The industry, sometimes called ‘shadow education’ or private tutoring, seeks to profit from the perceived failure of the school system. It simply realizes that there is good money to be made off the fact that many students leave the classroom feeling insecure about the lessons they have been taught. Private tutors have historically made a living assisting struggling students, but after-school learning rarely hit the mainstream. Good tutors were hard to find, one-on-one sessions were very expensive, and the logistics of getting children to and from the lessons was a nightmare. Hence the only students who used private tutors either had significant learning issues or significant financial resources.


However, the Internet changed all that. With one teacher now able to easily access many students and teach from the comfort of their own home, the economics of education shifted. In fact, private lessons and shadow education have become lucrative businesses, allowing teacher salaries to well exceed that of their public school peers and thus threaten to attract the best and most capable educators.


A recent article in the Wall Street Journal, entitled “The $4 Million Dollar Teacher,” spotlighted such an educator. Kim Ki-hoon earns $4 million a year in South Korea, where approximately 150,000 students benefit from his online classes. While such services are available in every country, in South Korea they have become a significant component of the educational system, helping South Korea become an academic superpower.


Nearly three out of every four South Korean kids participate in the private tutoring market. In 2012, their parents spent more than $17 billion on these services. That is more than the $15 billion spent by Americans on video games that year, according to the NPD Group, a research firm. The results are equally dramatic: Sixty years ago, most South Koreans were illiterate; today, South Korean 15-year-olds rank No. 2 in the world in reading, behind Shanghai. The country now has a 93% high school graduation rate, compared with 77% in the U.S. Over 47% of South Korean 8th graders were ranked ‘advanced’ compared to 7% in the U.S.
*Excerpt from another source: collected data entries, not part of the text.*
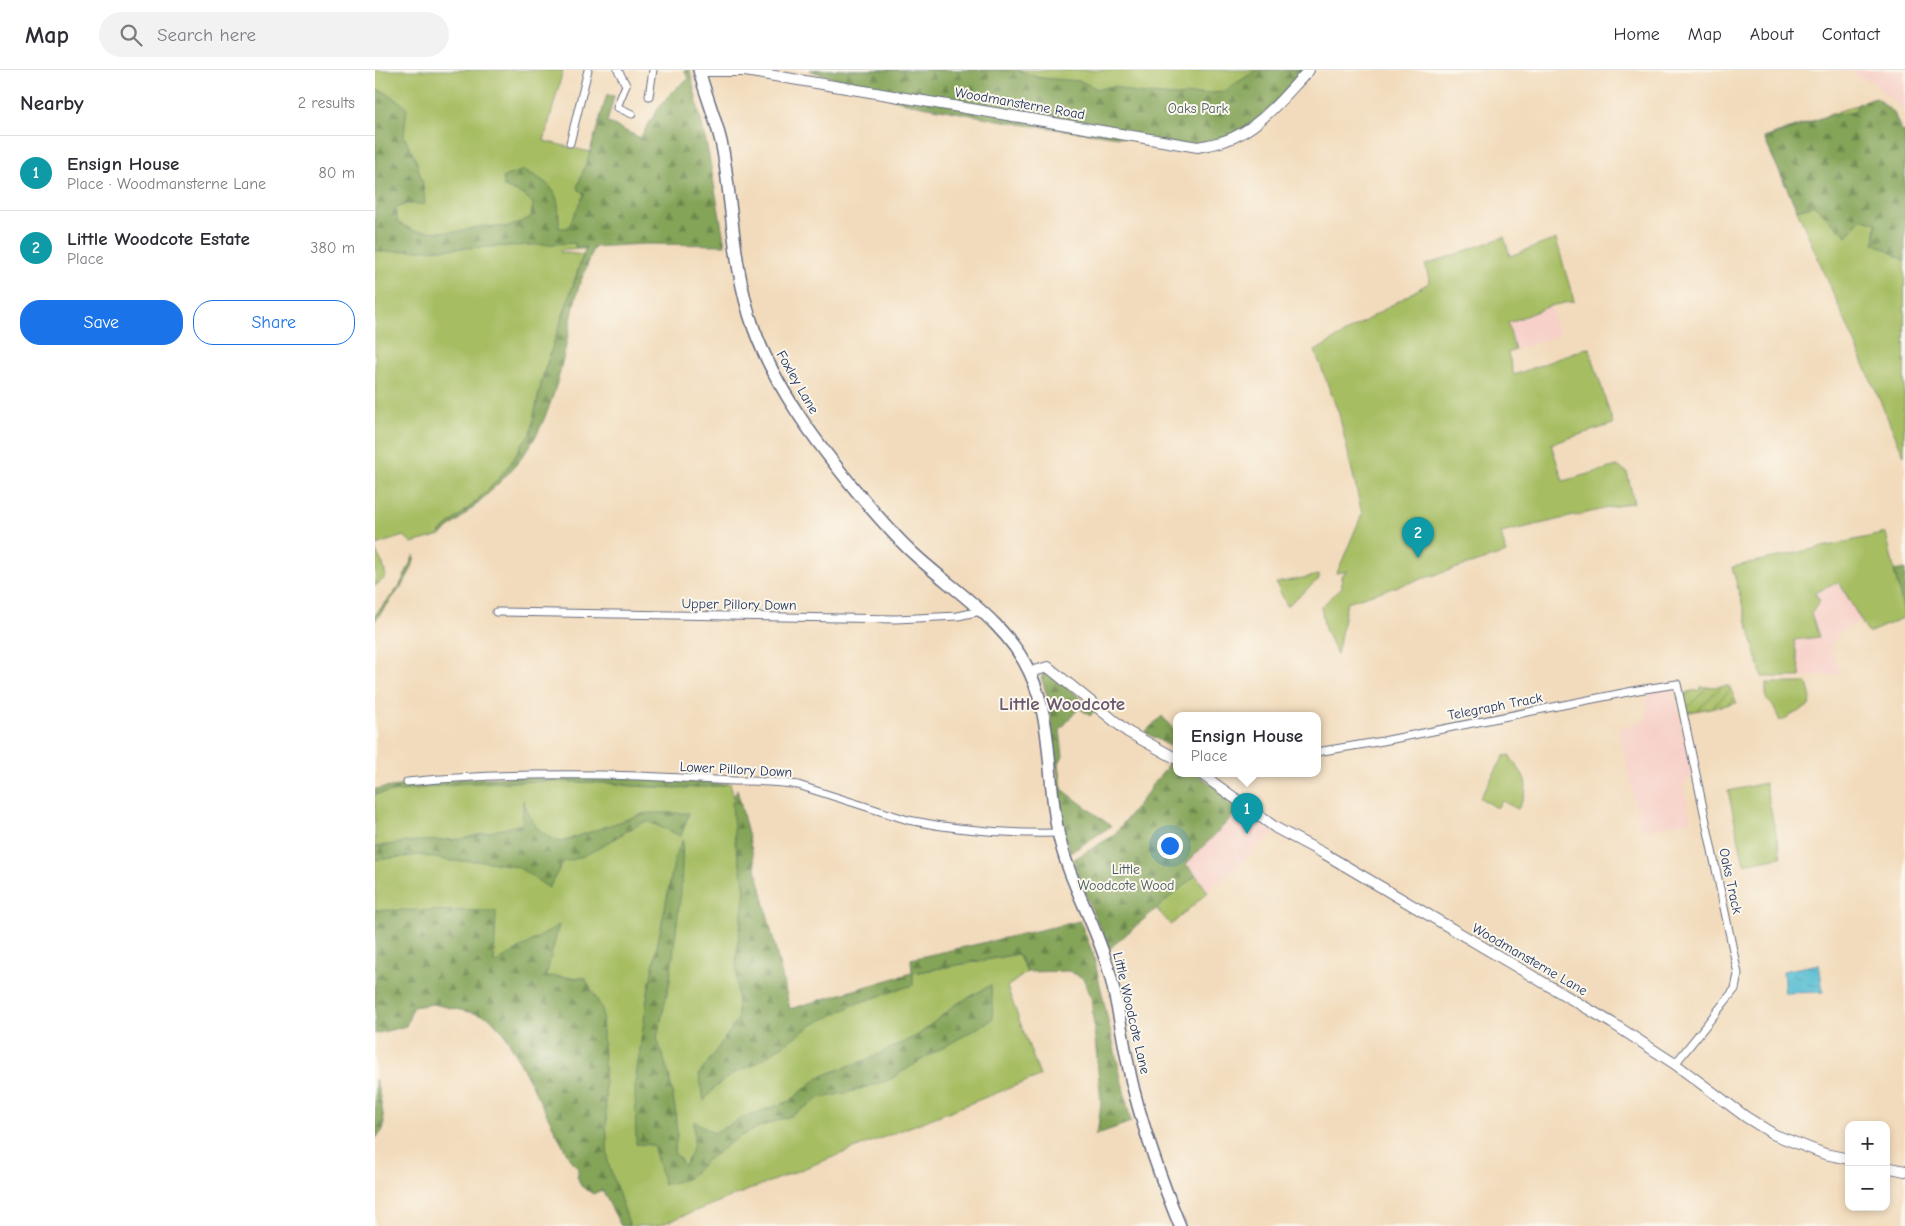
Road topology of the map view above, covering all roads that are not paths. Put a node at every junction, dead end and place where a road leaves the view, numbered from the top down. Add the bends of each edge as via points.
1 (588, 70) edge
2 (618, 70) edge
3 (653, 70) edge
4 (700, 70) edge
5 (1309, 70) edge
6 (649, 96) dead end
7 (632, 114) dead end
8 (570, 143) dead end
9 (981, 611) junction
10 (496, 612) dead end
11 (1007, 636) joint
12 (1030, 672) junction
13 (1677, 684) joint
14 (1321, 751) edge
15 (1173, 756) edge
16 (1206, 777) edge
17 (407, 782) dead end
18 (1058, 833) junction
19 (1675, 1064) junction
20 (1845, 1158) edge
21 (1890, 1168) edge
22 (1905, 1171) edge
23 (1180, 1226) edge

1 - 8 street
2 - 7 street via 626,85 617,107
3 - 6 street
4 - 5 street, Woodmansterne Road via 745,71 1198,147 1225,141 1245,131 1269,112
4 - 9 main road, Foxley Lane via 722,146 745,301 753,328 782,389 824,449 893,533
9 - 10 street, Upper Pillory Down via 958,616 896,619
9 - 11 main road, Foxley Lane
11 - 12 main road, Little Woodcote Lane
12 - 15 street via 1048,667 1128,732
12 - 18 main road, Little Woodcote Lane via 1045,726
13 - 14 street, Telegraph Track
13 - 19 street, Oaks Track via 1737,974 1735,989
16 - 19 street, Woodmansterne Lane via 1276,828 1613,1023
17 - 18 street, Lower Pillory Down via 529,774 645,775 783,782 923,823 994,831
18 - 23 main road, Little Woodcote Lane via 1070,873 1109,971 1134,1090 1162,1183
19 - 20 street, Woodmansterne Lane via 1775,1135
21 - 22 street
But the price students pay for such excellence goes beyond the $4 charged for each video lesson. Students go to school twice each day, once in their regular classroom and again after school. In addition to the physical and emotional toll, students will eventually realize that there is no need to learn the same thing twice – a form of thinking which will significantly effect public education. Not only will students suffer, but parents who cannot afford private lessons will either pay the hefty price or put their children at a great competitive disadvantage.


As teachers we must be aware of the public vs. private education phenomenon and be aware that shadow education and online learning may very well become worldwide trends. The positive and negative effects on the teaching profession, especially as regards to public education, must be carefully examined. Are we at risk of losing the best and brightest teachers to the allure of a better paying teaching job? Is the importance of the classroom going to become compromised as students do their ‘real learning’ elsewhere? And finally, who is supervising the quality of this industry? Should free market forces decide the cost of education and how children learn?


While great teachers do not measure their wealth solely by teacher salaries, there are lessons to be learned from every trend – lessons which can make us better educators and our schools better schools.